Cosa vuol dire Kinesi?

Kinesi, in greco, vuol dire movimento. Nel campo della riabilitazione e della fisioterapia intende il Movimento usato come medicina per curare il corpo, arti ed articolazioni. Un metodo dalla sapienza antica che offre recupero e riabilitazione da postumi di traumi, malattie e dolori acuti e cronici.

Qual’è la differenza tra Kinesi attiva e passiva?

La Kinesi attiva e passiva sono due modalità di lavoro utilizzate nella riabilitazione per muovere un’articolazione o un intero segmento corporeo (arto superiore o arto inferiore). La kinesi Passiva è la mobilizzazione di un segmento corporeo messa in pratica dal terapista senza l’aiuto del paziente, mentre quella attiva è la mobilizzazione di un segmento corporeo messa in atto dal paziente senza aiuto esterno

La Kinesi passiva

La Kinesi passiva è l’insieme di tutte le manovre che il fisioterapista mette in atto per muovere una data articolazione o un arto senza la partecipazione del paziente all’esecuzione del movimento. Al paziente viene quindi richiesto di abbandonare completamente la muscolatura per permettere al Fisioterapista di muovere il o i segmenti corporei in questioni senza che questi incontri resistenze “attive” ai movimenti.

Quando i sceglie la Kinesi passiva?

Solitamente è una pratica che viene utilizzata nelle prime fasi riabilitative in soggetti che hanno avuto un trauma o subito un intervento chirurgico che abbiano avuto come esito l’immobilizzazione e quindi una riduzione della funzionalità articolare.

Fase intermedia

Quando il processo di guarigione e le condizioni dei tessuti diventano più stabili e un po’ più “resistenti” si passa dalla Kinesi passiva alla Kinesi attiva e passiva associate che viene tecnicamente chiamata Kinesi attivo-assistita, questa fase intermedia serve per far adattare i tessuti ad un graduale ritorno alla normalità e predisporli all’esecuzione della Kinesi attiva.

Quando si può passare a quella attiva?

Quando le condizioni cliniche del paziente diventano stabili, quindi quando il dolore è oramai sotto controllo e la mobilità delle articolazioni è quasi del tutto completa allora si può passare alla Kinesi attiva.
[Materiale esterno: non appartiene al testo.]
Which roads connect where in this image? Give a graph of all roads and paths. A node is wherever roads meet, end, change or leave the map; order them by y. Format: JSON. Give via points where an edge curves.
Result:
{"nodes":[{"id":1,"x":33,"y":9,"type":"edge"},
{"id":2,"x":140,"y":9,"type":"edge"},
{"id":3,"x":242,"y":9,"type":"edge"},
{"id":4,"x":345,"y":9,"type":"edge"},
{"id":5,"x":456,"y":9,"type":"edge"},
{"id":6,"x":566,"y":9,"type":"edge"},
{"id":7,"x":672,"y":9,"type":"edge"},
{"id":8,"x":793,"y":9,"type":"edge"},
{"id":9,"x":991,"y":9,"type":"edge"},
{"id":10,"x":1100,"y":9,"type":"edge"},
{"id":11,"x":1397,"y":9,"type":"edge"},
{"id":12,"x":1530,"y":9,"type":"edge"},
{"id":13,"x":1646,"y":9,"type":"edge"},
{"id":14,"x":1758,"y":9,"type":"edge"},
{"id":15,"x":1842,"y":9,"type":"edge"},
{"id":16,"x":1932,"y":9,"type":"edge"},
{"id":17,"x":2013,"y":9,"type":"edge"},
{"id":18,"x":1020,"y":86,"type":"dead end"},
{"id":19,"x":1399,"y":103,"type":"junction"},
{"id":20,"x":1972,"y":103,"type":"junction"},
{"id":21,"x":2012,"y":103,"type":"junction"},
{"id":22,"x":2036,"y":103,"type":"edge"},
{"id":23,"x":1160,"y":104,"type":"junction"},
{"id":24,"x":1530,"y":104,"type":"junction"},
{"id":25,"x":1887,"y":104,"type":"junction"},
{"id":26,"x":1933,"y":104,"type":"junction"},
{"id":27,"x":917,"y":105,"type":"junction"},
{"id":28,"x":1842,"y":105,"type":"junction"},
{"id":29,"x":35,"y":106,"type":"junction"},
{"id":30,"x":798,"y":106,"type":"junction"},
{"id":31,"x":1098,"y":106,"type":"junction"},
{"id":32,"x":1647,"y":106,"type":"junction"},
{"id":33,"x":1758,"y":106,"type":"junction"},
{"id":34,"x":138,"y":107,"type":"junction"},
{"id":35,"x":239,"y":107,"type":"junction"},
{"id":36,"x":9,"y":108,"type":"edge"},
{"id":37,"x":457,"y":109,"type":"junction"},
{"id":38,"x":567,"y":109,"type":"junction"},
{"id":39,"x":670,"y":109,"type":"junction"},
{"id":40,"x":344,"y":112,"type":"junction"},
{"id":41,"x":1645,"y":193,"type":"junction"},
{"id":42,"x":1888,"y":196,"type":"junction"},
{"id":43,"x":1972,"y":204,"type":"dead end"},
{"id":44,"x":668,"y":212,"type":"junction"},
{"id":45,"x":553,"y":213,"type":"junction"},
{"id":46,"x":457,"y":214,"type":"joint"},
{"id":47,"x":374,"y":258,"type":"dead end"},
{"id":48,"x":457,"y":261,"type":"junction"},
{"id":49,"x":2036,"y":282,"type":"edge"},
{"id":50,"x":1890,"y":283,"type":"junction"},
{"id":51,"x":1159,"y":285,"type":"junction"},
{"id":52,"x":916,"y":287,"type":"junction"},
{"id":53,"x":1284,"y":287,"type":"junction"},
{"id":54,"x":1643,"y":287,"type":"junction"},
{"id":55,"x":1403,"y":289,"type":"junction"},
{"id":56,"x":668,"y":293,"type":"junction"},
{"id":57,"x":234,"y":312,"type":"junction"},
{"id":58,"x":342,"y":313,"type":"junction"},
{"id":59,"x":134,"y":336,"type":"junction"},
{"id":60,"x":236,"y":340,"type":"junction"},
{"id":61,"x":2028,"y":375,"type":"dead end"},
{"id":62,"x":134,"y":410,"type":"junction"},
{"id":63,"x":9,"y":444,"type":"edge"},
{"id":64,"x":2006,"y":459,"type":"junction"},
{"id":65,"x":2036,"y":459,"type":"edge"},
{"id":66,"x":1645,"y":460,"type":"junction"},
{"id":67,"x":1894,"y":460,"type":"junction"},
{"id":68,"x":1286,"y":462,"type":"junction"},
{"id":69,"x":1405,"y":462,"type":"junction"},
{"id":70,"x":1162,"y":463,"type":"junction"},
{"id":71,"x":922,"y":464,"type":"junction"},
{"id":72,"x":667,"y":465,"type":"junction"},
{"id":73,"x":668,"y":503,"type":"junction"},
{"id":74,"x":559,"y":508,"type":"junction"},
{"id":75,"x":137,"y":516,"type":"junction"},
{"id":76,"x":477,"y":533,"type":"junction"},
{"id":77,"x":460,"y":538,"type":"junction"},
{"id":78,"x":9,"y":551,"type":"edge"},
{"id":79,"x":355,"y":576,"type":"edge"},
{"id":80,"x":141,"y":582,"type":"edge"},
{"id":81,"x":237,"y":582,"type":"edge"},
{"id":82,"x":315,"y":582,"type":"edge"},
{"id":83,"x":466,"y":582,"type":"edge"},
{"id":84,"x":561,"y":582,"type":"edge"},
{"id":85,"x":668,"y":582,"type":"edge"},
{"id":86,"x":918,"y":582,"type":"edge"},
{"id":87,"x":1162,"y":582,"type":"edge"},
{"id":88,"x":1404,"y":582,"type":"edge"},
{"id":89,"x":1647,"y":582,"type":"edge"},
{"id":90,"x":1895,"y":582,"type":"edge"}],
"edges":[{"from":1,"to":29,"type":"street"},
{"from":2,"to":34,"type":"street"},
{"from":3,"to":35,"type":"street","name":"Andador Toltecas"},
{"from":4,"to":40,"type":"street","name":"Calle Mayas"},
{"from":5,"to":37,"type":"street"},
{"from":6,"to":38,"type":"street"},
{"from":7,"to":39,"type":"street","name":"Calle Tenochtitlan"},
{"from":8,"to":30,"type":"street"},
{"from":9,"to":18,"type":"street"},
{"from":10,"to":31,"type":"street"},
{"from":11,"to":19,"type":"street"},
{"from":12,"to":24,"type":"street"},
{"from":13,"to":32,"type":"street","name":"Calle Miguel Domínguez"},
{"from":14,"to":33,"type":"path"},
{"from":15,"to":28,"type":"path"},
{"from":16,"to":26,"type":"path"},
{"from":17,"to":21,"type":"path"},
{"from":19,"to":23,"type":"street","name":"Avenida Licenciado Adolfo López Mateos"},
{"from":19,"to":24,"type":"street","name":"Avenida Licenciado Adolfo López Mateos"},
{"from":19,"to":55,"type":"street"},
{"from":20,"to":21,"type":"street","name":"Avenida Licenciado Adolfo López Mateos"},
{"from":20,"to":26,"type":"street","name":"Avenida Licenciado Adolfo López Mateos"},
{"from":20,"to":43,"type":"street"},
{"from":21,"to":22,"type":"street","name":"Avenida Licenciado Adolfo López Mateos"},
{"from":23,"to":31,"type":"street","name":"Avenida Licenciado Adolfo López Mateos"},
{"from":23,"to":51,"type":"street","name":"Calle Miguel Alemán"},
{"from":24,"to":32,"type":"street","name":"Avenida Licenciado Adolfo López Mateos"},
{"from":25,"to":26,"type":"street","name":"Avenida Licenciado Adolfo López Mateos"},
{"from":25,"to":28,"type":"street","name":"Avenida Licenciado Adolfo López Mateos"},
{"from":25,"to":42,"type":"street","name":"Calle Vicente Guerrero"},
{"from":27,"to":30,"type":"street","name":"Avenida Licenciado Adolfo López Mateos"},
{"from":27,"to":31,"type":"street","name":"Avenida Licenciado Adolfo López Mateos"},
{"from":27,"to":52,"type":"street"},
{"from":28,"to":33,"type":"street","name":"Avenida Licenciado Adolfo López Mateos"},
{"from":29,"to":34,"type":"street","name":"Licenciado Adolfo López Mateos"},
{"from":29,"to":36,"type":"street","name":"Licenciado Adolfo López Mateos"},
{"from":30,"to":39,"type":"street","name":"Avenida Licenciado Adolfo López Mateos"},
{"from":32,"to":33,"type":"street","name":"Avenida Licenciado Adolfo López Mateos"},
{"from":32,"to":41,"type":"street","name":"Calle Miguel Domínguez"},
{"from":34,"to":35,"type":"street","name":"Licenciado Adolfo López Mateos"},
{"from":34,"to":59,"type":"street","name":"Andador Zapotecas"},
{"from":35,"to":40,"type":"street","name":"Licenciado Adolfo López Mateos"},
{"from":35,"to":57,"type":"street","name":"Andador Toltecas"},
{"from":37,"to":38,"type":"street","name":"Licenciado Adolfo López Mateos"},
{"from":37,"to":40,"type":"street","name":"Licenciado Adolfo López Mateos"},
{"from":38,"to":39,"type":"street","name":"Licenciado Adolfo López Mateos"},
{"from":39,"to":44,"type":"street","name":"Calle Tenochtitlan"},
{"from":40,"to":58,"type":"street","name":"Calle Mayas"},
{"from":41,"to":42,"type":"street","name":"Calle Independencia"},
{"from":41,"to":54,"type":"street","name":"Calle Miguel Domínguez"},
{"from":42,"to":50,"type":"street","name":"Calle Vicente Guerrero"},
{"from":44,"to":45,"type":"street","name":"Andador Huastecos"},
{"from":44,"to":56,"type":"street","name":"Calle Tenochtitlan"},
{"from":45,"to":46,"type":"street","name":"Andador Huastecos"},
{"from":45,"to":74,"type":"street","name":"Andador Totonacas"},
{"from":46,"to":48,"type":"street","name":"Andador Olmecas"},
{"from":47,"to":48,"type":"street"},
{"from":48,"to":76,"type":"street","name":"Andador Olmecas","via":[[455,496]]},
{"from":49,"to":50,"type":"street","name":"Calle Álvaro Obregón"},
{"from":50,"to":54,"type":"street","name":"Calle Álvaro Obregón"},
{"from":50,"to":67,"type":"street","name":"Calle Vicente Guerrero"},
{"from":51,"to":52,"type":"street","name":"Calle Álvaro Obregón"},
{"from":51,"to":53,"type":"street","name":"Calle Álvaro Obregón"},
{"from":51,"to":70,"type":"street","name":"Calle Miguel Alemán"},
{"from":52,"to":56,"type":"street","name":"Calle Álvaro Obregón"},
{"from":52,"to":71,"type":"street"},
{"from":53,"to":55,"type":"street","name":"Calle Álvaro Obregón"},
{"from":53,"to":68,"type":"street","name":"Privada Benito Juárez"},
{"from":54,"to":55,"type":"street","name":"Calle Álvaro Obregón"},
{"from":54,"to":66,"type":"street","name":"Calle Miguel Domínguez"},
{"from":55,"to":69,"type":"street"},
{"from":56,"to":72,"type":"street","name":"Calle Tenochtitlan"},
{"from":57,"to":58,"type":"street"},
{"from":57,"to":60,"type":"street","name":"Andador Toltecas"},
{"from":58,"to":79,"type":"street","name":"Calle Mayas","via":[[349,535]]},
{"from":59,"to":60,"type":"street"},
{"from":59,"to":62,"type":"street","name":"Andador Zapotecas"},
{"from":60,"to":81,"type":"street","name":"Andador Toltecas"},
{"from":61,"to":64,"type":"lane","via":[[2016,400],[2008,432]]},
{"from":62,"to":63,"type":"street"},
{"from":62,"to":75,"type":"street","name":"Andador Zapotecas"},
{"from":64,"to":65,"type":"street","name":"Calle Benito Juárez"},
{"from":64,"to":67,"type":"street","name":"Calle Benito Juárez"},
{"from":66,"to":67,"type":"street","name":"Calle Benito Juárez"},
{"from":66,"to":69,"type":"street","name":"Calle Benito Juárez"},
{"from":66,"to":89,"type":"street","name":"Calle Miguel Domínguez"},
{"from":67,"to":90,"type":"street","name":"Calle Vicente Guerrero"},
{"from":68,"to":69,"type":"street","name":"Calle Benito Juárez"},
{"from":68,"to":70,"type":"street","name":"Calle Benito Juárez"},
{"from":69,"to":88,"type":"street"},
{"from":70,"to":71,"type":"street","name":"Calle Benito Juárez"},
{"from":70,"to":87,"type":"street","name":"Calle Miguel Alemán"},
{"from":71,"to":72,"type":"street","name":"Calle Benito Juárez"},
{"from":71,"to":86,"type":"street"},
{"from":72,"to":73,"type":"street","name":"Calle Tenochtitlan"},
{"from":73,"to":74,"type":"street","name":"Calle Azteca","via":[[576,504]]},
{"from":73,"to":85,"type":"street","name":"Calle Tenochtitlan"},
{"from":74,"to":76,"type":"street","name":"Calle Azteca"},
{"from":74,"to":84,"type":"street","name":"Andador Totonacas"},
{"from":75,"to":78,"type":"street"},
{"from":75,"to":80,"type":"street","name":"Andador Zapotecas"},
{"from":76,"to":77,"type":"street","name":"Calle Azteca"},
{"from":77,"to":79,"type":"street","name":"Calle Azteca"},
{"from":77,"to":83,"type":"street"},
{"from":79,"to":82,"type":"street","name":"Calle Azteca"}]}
La Kinesi attiva è l’insieme di tutte le manovre che il fisioterapista propone al paziente e che esso deve svolgere in autonomia per continuare a migliorare la funzionalità articolare e migliorare il tono trofismo muscolare. Durante questa attività riabilitativa viene chiesto al paziente di iniziare a riprodurre i movimenti che venivano proposti con la Kinesi passiva all’inizio e con quella attivo-assistita poi per poter arrivare all’esecuzione di movimenti via via più complessi che all’inizio riguarderanno una articolazione e via via interesseranno sempre più segmenti.

Progressione

Quando anche i movimenti attivi raggiungono la qualità adeguata si può passare a movimenti globali e simili ai gesti che quello specifico soggetto compie nelle attività quotidiane, che siano lavorative e/o sportive.